The data:
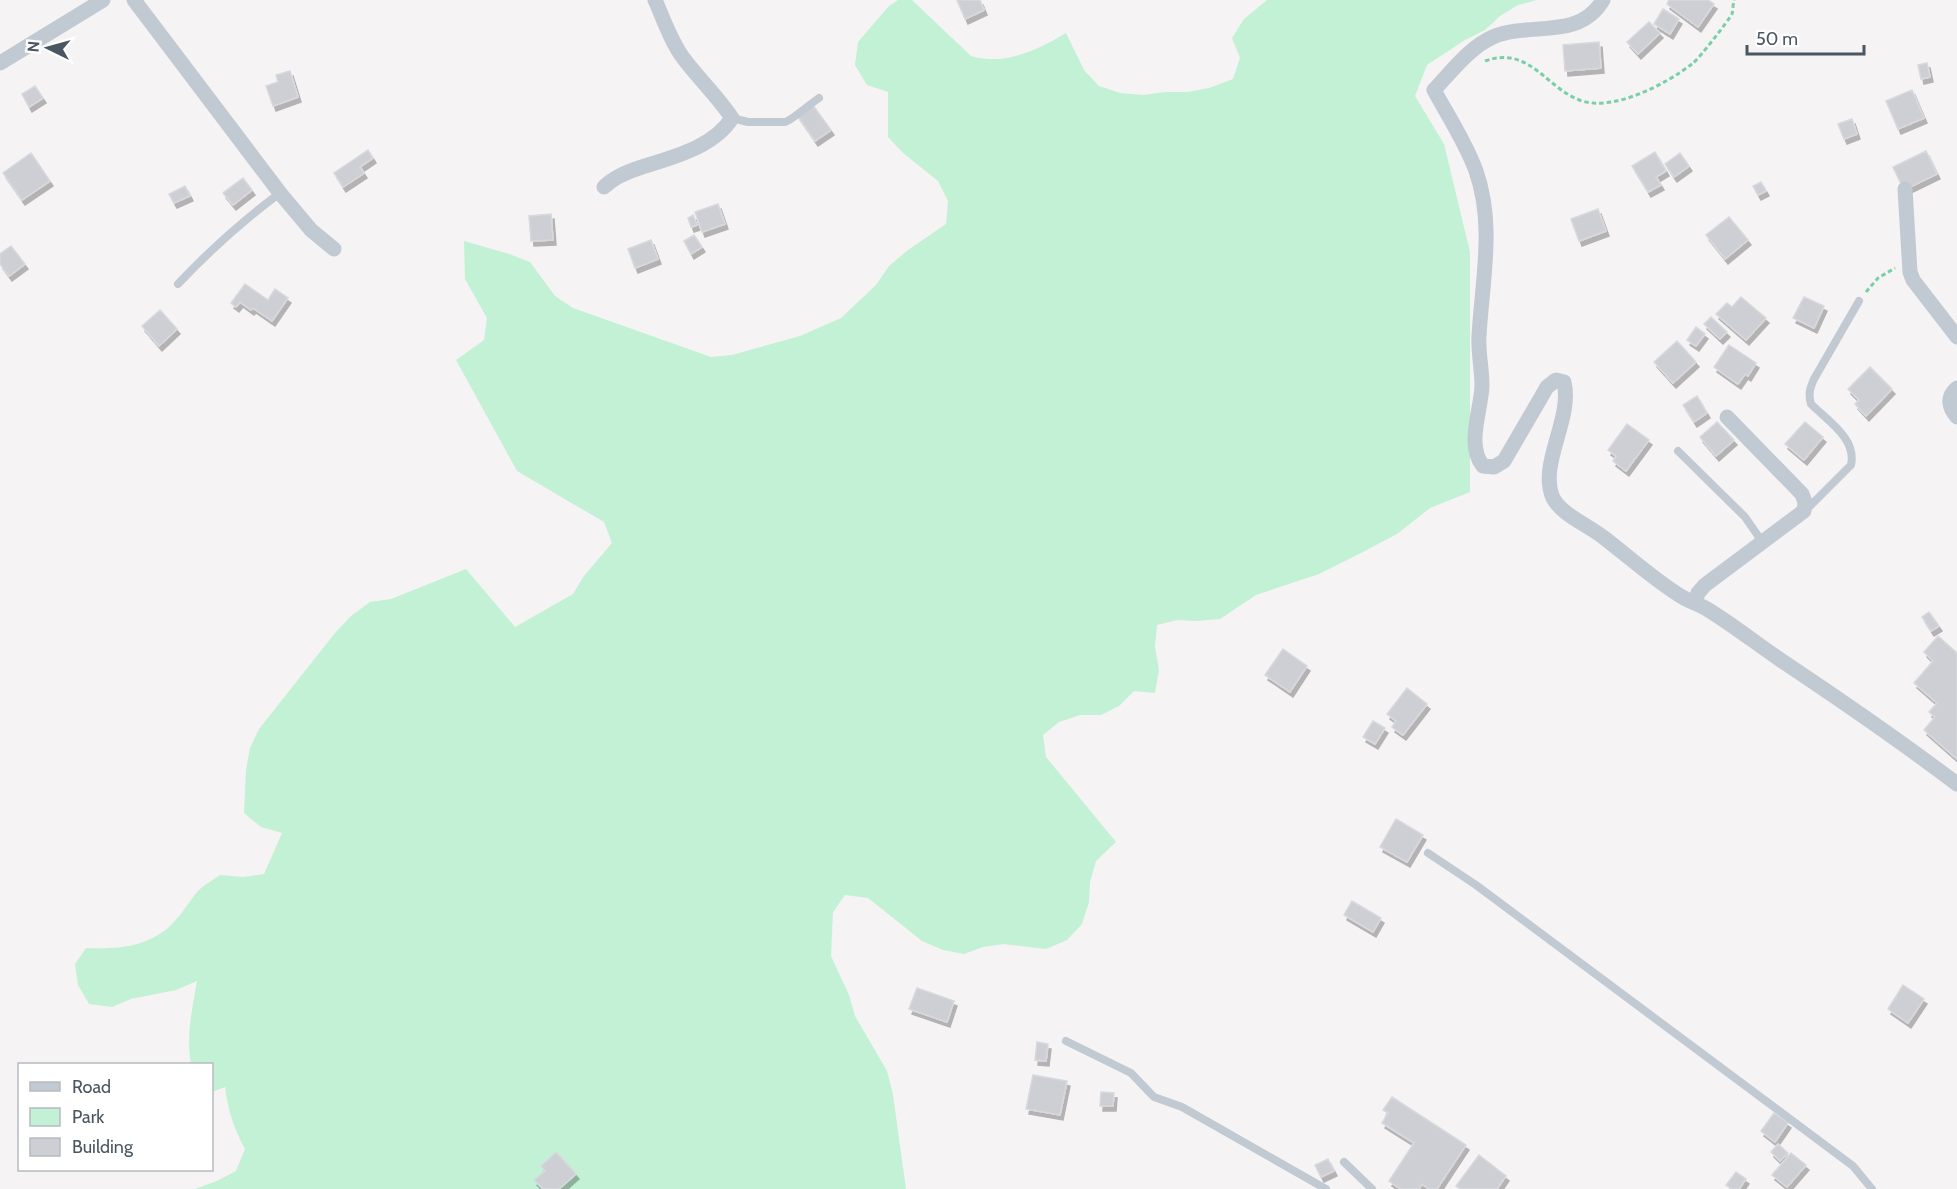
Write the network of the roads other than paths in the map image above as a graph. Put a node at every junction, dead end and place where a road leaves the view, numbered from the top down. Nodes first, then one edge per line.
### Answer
1 (103, 0) edge
2 (134, 0) edge
3 (655, 0) edge
4 (1603, 0) edge
5 (0, 63) edge
6 (819, 98) dead end
7 (732, 118) junction
8 (604, 187) dead end
9 (1905, 189) dead end
10 (280, 193) junction
11 (334, 249) dead end
12 (178, 284) dead end
13 (1859, 301) road end
14 (1957, 337) edge
15 (1957, 388) edge
16 (1727, 417) dead end
17 (1957, 417) edge
18 (1678, 452) dead end
19 (1804, 511) junction
20 (1762, 543) junction
21 (1695, 603) junction
22 (1957, 784) edge
23 (1428, 853) dead end
24 (1066, 1041) dead end
25 (1344, 1161) dead end
26 (1326, 1189) edge
27 (1372, 1189) edge
28 (1872, 1189) edge

1 - 5 street
2 - 10 street
3 - 7 street
4 - 21 street
6 - 7 lane
7 - 8 street
9 - 14 street
10 - 11 street
10 - 12 lane
13 - 19 lane
15 - 17 street
16 - 19 street
18 - 20 lane
19 - 20 street
20 - 21 street
21 - 22 street
23 - 28 lane
24 - 26 lane
25 - 27 lane

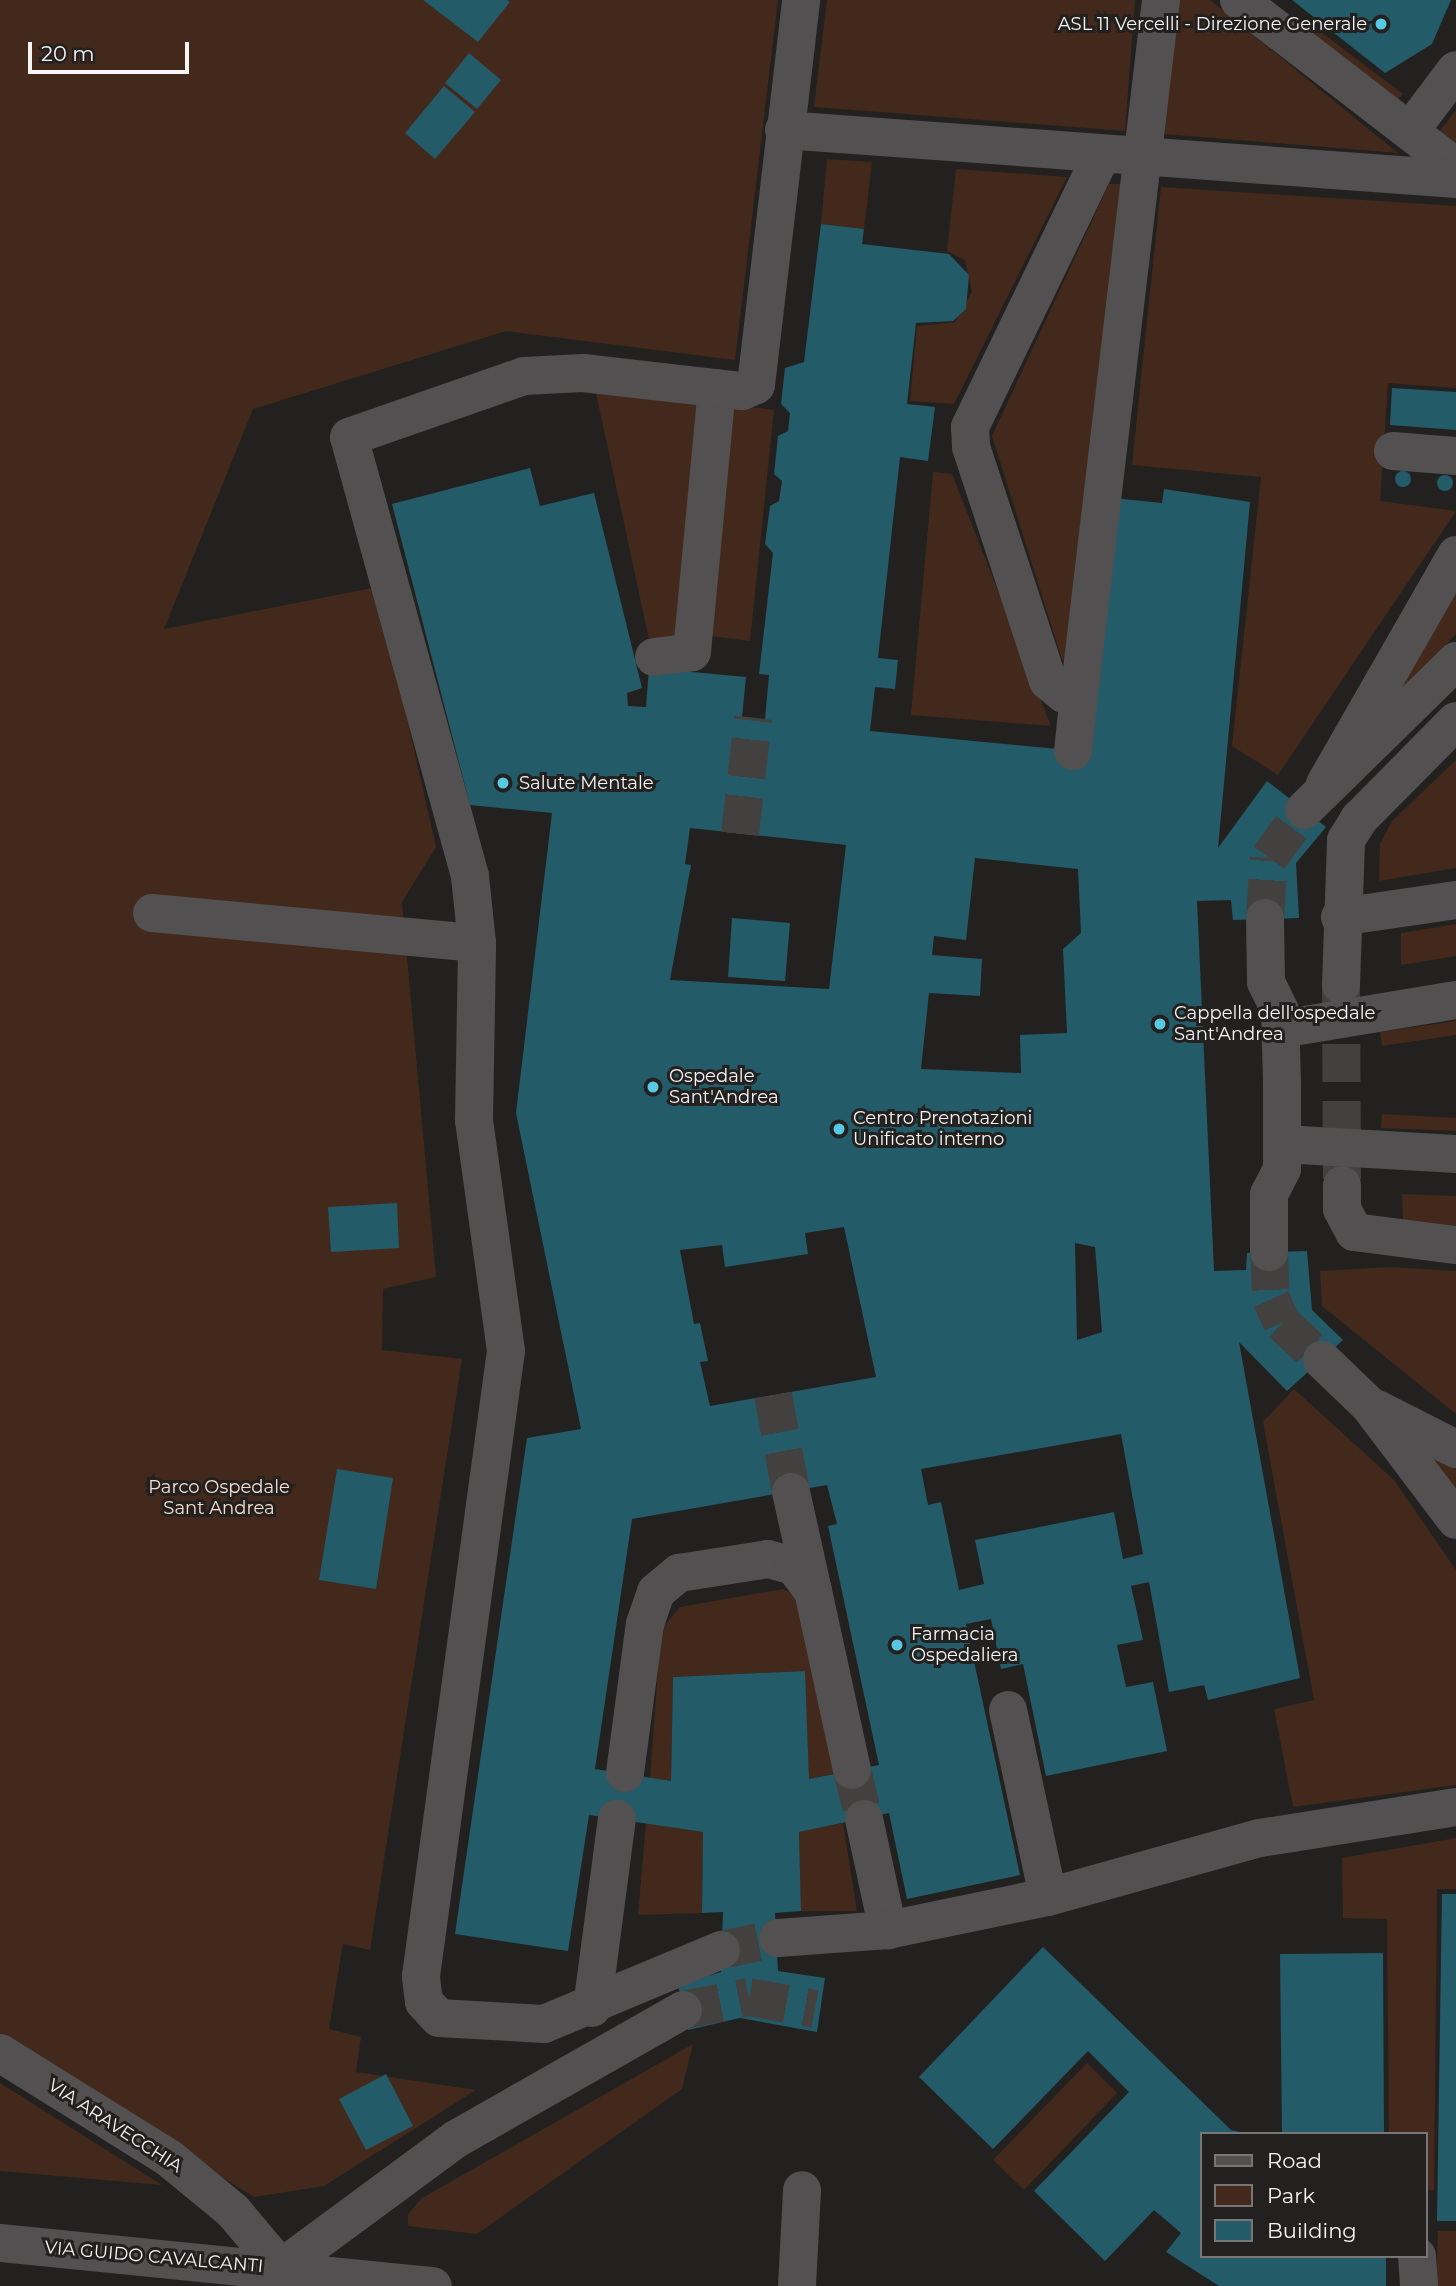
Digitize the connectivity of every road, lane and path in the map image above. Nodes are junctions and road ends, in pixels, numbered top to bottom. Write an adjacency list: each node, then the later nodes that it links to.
1 (801, 0): 5 (street)
2 (1161, 0): 8 (street)
3 (1239, 0): 6 (street)
4 (1456, 70): 6 (street)
5 (784, 130): 7 (street); 11 (street)
6 (1410, 131): 9 (street)
7 (1101, 156): 8 (street); 17 (street)
8 (1143, 160): 10 (street); 17 (street)
9 (1456, 167)
10 (1456, 179)
11 (717, 388): 15 (street); 24 (street)
12 (1393, 451): 13 (street)
13 (1456, 456)
14 (1456, 555): 16 (street)
15 (654, 657)
16 (1456, 661)
17 (1079, 695): 19 (street)
18 (1456, 721): 22 (street)
19 (1073, 751)
20 (1456, 900): 22 (street)
21 (152, 913): 24 (street)
22 (1340, 917): 25 (street)
23 (1265, 918): 27 (street)
24 (477, 943): 49 (street)
25 (1341, 985)
26 (1456, 1000): 27 (street)
27 (1281, 1029): 28 (street)
28 (1283, 1144): 29 (street); 32 (street)
29 (1456, 1154)
30 (1342, 1185): 31 (street)
31 (1456, 1245)
32 (1269, 1252)
33 (1322, 1360): 34 (street)
34 (1369, 1405): 35 (street); 37 (street)
35 (1456, 1449)
36 (791, 1492): 38 (street)
37 (1456, 1520)
38 (813, 1591): 40 (street); 41 (street)
39 (1008, 1710): 45 (street)
40 (852, 1770)
41 (625, 1773)
42 (1456, 1807): 45 (street)
43 (617, 1819): 49 (street)
44 (864, 1819): 46 (street)
45 (1048, 1897): 46 (street)
46 (888, 1930): 47 (street)
47 (778, 1938)
48 (721, 1950): 49 (street)
49 (592, 2008)
50 (683, 2010): 55 (street)
51 (0, 2053): 55 (street, VIA ARAVECCHIA)
52 (802, 2190): 58 (street)
53 (0, 2243): 56 (street, VIA GUIDO CAVALCANTI)
54 (1417, 2258): 59 (street)
55 (281, 2268): 56 (street, VIA GUIDO CAVALCANTI); 57 (street, VIA GUIDO CAVALCANTI)
56 (180, 2272)
57 (433, 2286)
58 (797, 2286)
59 (1419, 2286)

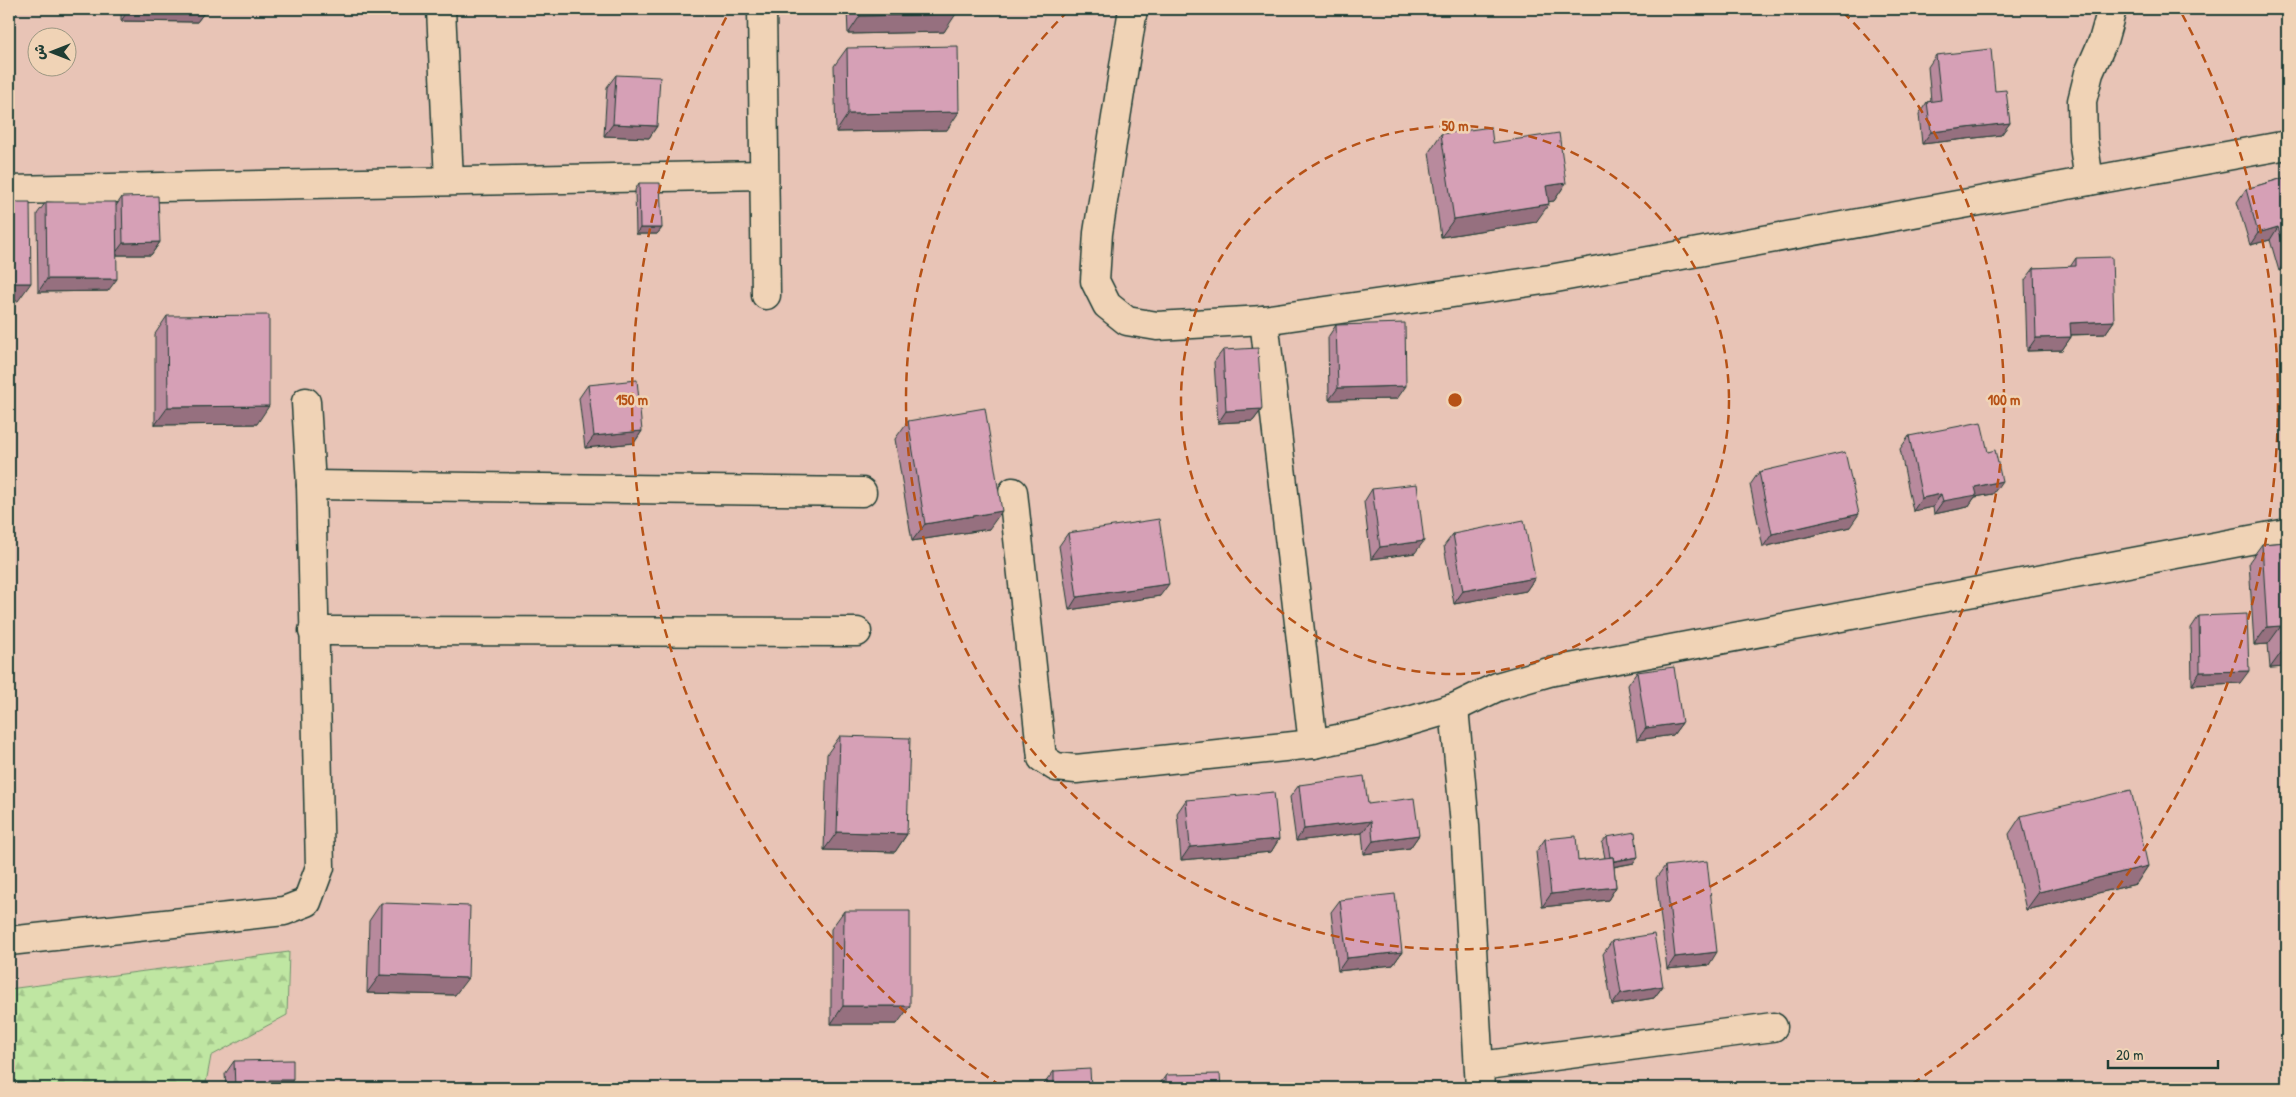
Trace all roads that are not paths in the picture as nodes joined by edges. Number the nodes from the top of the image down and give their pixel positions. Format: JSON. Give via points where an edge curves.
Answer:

Work order:
Those lines from the one with "Trace all roads" through the last line of the material above are to be retyped exactly, with nothing else.

Solution below:
Trace all roads that are not paths in the picture as nodes joined by edges. Number the nodes from the top of the image down and give their pixel positions. Format: JSON. Give via points where an edge curves.
Answer:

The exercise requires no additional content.